In the beginning of Parshat Toldot, God is busy. Within the course of two chapters, God answers Isaac’s prayer for a child; gives Rebekah an answer to her question about her uncomfortable pregnancy (“two nations are in your womb…”); and twice appears to bless Isaac, remind him of the covenant, and/or assuage fears. God is in close contact with Rebekah and Isaac. Unlike us, they do not turn to text, liturgy, halakha, or ritual to access God (at least in the pshat or literal Bible text). Instead, they turn directly to God.
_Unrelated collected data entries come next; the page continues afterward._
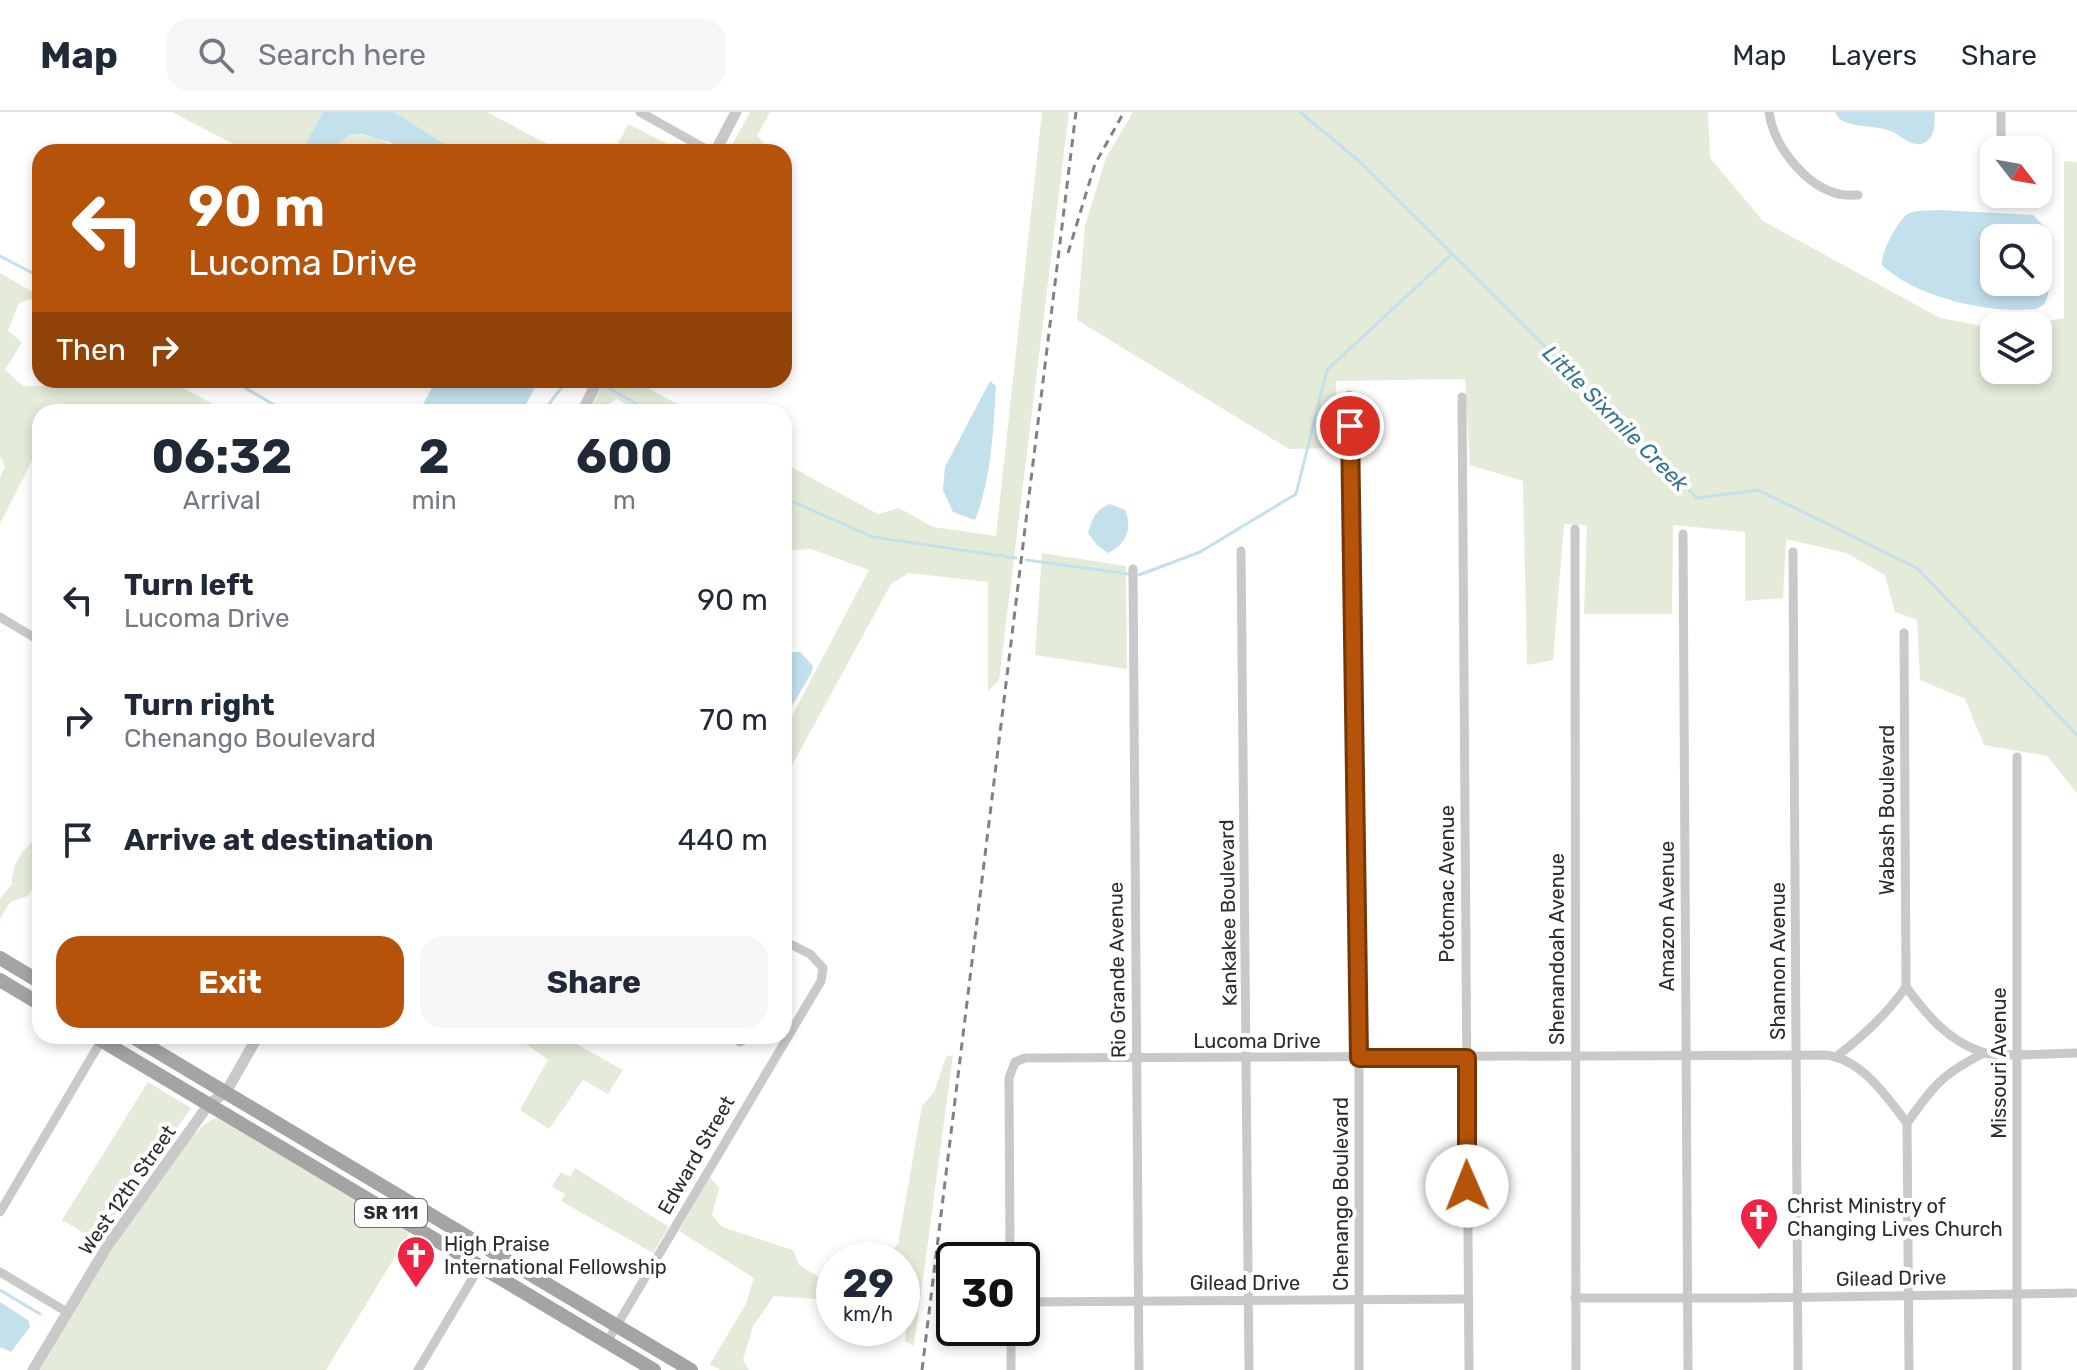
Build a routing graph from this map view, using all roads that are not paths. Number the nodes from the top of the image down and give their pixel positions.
1 (640, 112) edge
2 (736, 112) edge
3 (1769, 112) edge
4 (2001, 112) edge
5 (2001, 136) edge
6 (698, 144) edge
7 (718, 144) edge
8 (1858, 195) dead end
9 (1349, 395) dead end
10 (1462, 397) dead end
11 (1575, 529) dead end
12 (1683, 534) dead end
13 (1241, 551) dead end
14 (1793, 552) dead end
15 (1133, 569) dead end
16 (0, 617) edge
17 (1904, 633) dead end
18 (32, 636) edge
19 (2017, 757) dead end
20 (792, 945) edge
21 (0, 958) edge
22 (14, 966) junction
23 (32, 977) edge
24 (1, 984) edge
25 (1906, 987) junction
26 (32, 1000) edge
27 (792, 1023) edge
28 (97, 1044) edge
29 (110, 1044) edge
30 (145, 1044) edge
31 (253, 1044) edge
32 (779, 1044) edge
33 (1984, 1053) junction
34 (2017, 1053) junction
35 (2077, 1053) edge
36 (1797, 1055) junction
37 (1686, 1056) junction
38 (1837, 1056) junction
39 (1136, 1057) junction
40 (1575, 1057) junction
41 (1359, 1058) junction
42 (1467, 1058) junction
43 (1248, 1059) junction
44 (226, 1092) junction
45 (209, 1104) junction
46 (1907, 1123) junction
47 (419, 1208) junction
48 (0, 1212) edge
49 (410, 1224) junction
50 (1010, 1242) edge
51 (480, 1266) junction
52 (0, 1272) edge
53 (2076, 1294) edge
54 (1908, 1295) junction
55 (2017, 1296) junction
56 (1687, 1297) junction
57 (1797, 1297) junction
58 (1575, 1298) junction
59 (1468, 1299) junction
60 (1359, 1300) junction
61 (1139, 1301) junction
62 (1040, 1302) edge
63 (1249, 1302) junction
64 (67, 1312) junction
65 (616, 1326) junction
66 (607, 1342) junction
67 (1011, 1346) edge
68 (33, 1370) edge
69 (418, 1370) edge
70 (654, 1370) edge
71 (691, 1370) edge
72 (1011, 1370) edge
73 (1139, 1370) edge
74 (1249, 1370) edge
75 (1359, 1370) edge
76 (1469, 1370) edge
77 (1576, 1370) edge
78 (1688, 1370) edge
79 (1798, 1370) edge
80 (1909, 1370) edge
81 (2017, 1370) edge

1 - 6 street
2 - 7 street
3 - 8 street
4 - 5 street
9 - 41 street, Chenango Boulevard
10 - 42 street, Potomac Avenue
11 - 40 street, Shenandoah Avenue
12 - 37 street, Amazon Avenue
13 - 43 street, Kankakee Boulevard
14 - 36 street, Shannon Avenue
15 - 39 street, Rio Grande Avenue
16 - 18 street
17 - 25 street, Wabash Boulevard
19 - 34 street, Missouri Avenue
20 - 27 street, Edward Street
21 - 22 main road
22 - 23 main road
22 - 24 street
24 - 26 main road
25 - 33 street
25 - 38 street
28 - 48 street
29 - 45 main road, SR 111
30 - 44 main road, SR 111
31 - 44 street, West 12th Street
32 - 65 street, Edward Street
33 - 34 street
33 - 46 street
34 - 35 street
34 - 55 street, Missouri Avenue
36 - 37 street, Lucoma Drive
36 - 38 street, Lucoma Drive
36 - 57 street, Shannon Avenue
37 - 40 street, Lucoma Drive
37 - 56 street, Amazon Avenue
38 - 46 street
39 - 43 street, Lucoma Drive
39 - 50 street, Lucoma Drive
39 - 61 street, Rio Grande Avenue
40 - 42 street, Lucoma Drive
40 - 58 street, Shenandoah Avenue
41 - 42 street, Lucoma Drive
41 - 43 street, Lucoma Drive
41 - 60 street, Chenango Boulevard
42 - 59 street, Potomac Avenue
43 - 63 street, Kankakee Boulevard
44 - 45 street, West 12th Street
44 - 47 main road, SR 111
45 - 49 main road, SR 111
45 - 64 street, West 12th Street
46 - 54 street
47 - 49 street
47 - 65 main road, SR 111
49 - 51 main road, SR 111
51 - 66 main road, SR 111
51 - 69 street
52 - 64 street
53 - 55 street, Gilead Drive
54 - 55 street, Gilead Drive
54 - 57 street, Gilead Drive
54 - 80 street
55 - 81 street, Missouri Avenue
56 - 57 street, Gilead Drive
56 - 58 street
56 - 78 street, Amazon Avenue
57 - 79 street, Shannon Avenue
58 - 77 street, Shenandoah Avenue
59 - 60 street, Gilead Drive
59 - 76 street, Potomac Avenue
60 - 63 street, Gilead Drive
60 - 75 street, Chenango Boulevard
61 - 62 street, Gilead Drive
61 - 63 street, Gilead Drive
61 - 73 street, Rio Grande Avenue
63 - 74 street, Kankakee Boulevard
64 - 68 street, West 12th Street
65 - 66 street, Edward Street
65 - 71 main road, SR 111
66 - 70 main road, SR 111
67 - 72 street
Their approach to God stands in opposition to what I was taught as a child. I received the implicit and explicit message that speaking directly to or with God was not a very Jewish thing to do. Not only did we not speak to God outside the context of traditional t’fila, but we also refrained from speaking about the God to Whom we prayed. We were, perhaps, swayed by Maimonides’ negative theology. Since we only can know what God isn’t, and not what God is, we really shouldn’t expend too much energy thinking about it.
For better or for worse, things are changing, at least in the congregation that I serve. The last few years I have been the rabbi to a group of about a dozen families in suburban Philadelphia. For many of these families, affiliation with the organized Jewish community extends to this congregation and no further. Although very highly educated in the secular realm, congregants know very little about Judaism.
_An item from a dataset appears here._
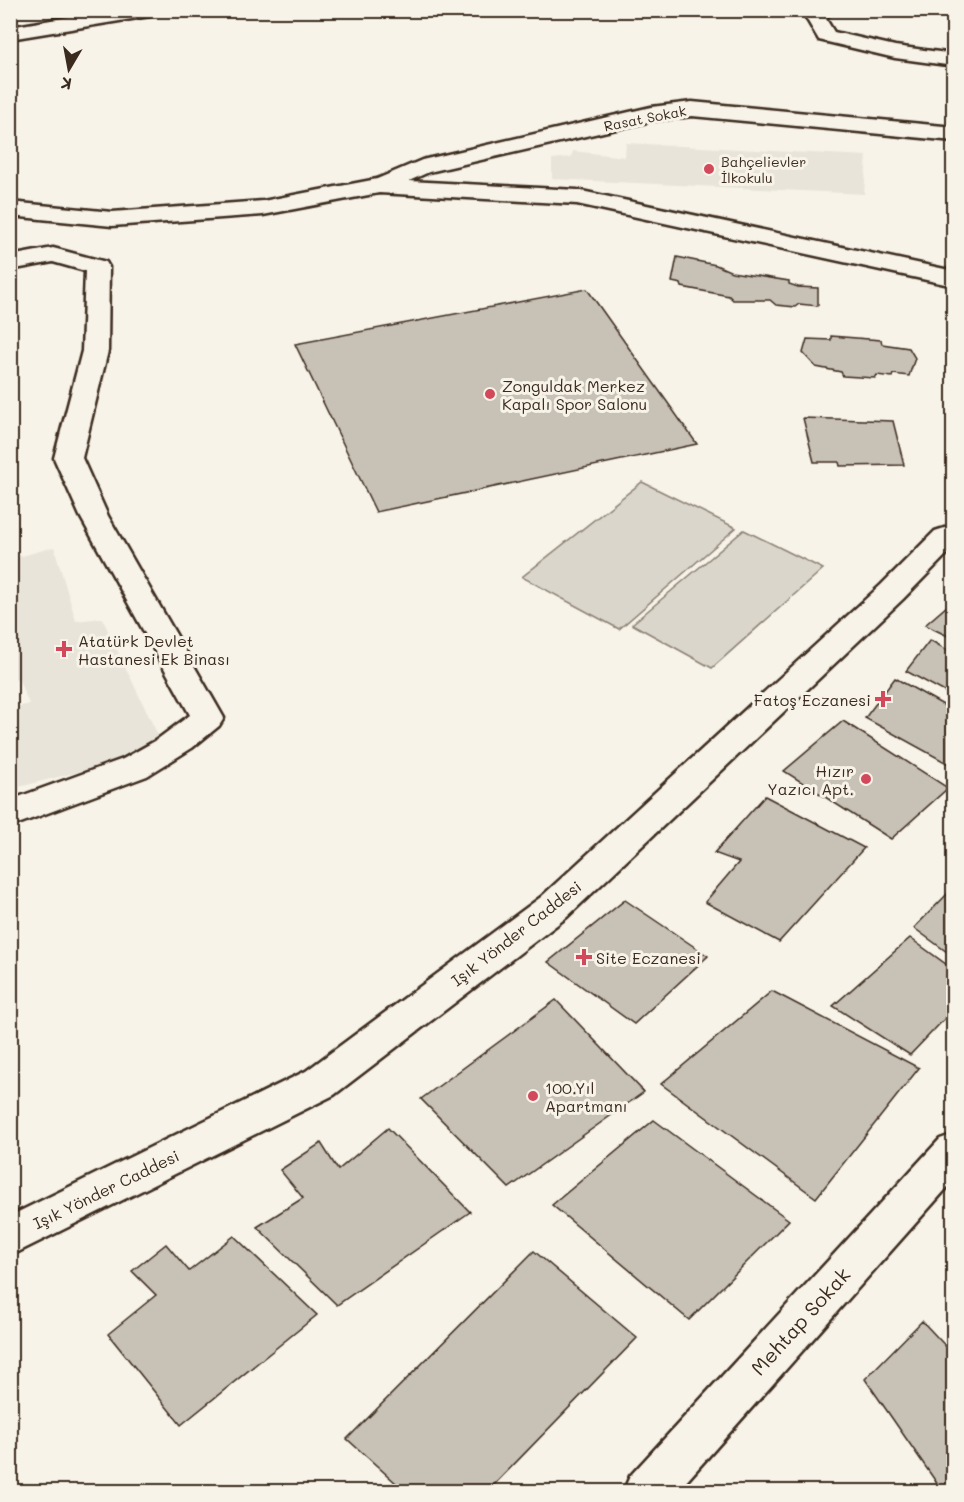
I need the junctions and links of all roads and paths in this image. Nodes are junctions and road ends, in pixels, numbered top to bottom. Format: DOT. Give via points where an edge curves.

When we first began learning together, I concentrated on the information end of things: a little Tanakh; Hebrew reading and writing; the holiday cycle. What the families really wanted to talk about, though, was God. They wanted to have a debate: “Do you have to believe in God to be Jewish?” At first, I balked. To me, the answer was an obvious “no”. At almost no point in Jewish history was there ever a requirement that a Jew must believe in God. We don’t start with God. We start with what we should do. Belief in God is helpful, perhaps, but more for the believer than for the recipient. God doesn’t really care very much whether we believe in God, I quipped.
They disagreed, and I think I know why. My congregants were not approaching the topic of God from a Jewish framework. They were approaching it from an American (read: Protestant Christian) one. And if you’re approaching religion from a Christian framework, then it would make sense to begin with God. For these Jews, God—not ritual, which requires somewhat of a life-style change—was the access point.
So we talked about God. A lot. More than one of them spoke about how they had a “Quaker” understanding of God, believing that there is a spark of God in each of us. (We’re in Philadelphia, where many Jewish children attend Quaker schools.) When I mentioned that this understanding of God can also be found in Judaism, congregants were interested in learning more. While they were not at all conflicted about announcing that their theology was based on Quakerism, they also appreciated that this theology could be found in Judaism, as well.
That congregants were starting to be interested in Judaism and Jewish learning I found exciting, but also a little bit jarring. It was as if we were looking through a telescope the wrong way. Instead of the traditional method, using Jewish tradition and text to develop an understanding of all the different ways that God functions in the world and is understood in Judaism, we were beginning with God, using God as a hook into Jewish text and tradition. I had heard of so many genres being used as “doorways to Judaism”: the arts, culture, international travel. But I had never heard of God being used as a doorway in. It felt somewhat sacrilegious.
Over the years, though, the conversations have continued. We have just decided to dedicate the next two years of study to the question of how God is viewed in different eras of Jewish history. We will parlay the group’s interest in God into a study of the Bible, the Talmud, Maimonides, the Shulkhan Arukh. Our study of God will take us into more traditional Jewish learning, as we expose ourselves to what I still believe to be the core of Jewish tradition: learning, observing, “behaving.” I am still left, though, with questions: Is this syncretism? Is it good for the Jews? Is it okay to begin with generalized ideas of God, not really rooted in anything specifically Jewish (or, even more disconcertingly, rooted in Christian belief)? What happens when someone’s ideas of God aren’t to be found in Judaism? I look forward to continuing to explore these questions, both with my congregants and with my colleagues, as we all figure out how to be Jews living in (at least) two civilizations in 21st century America.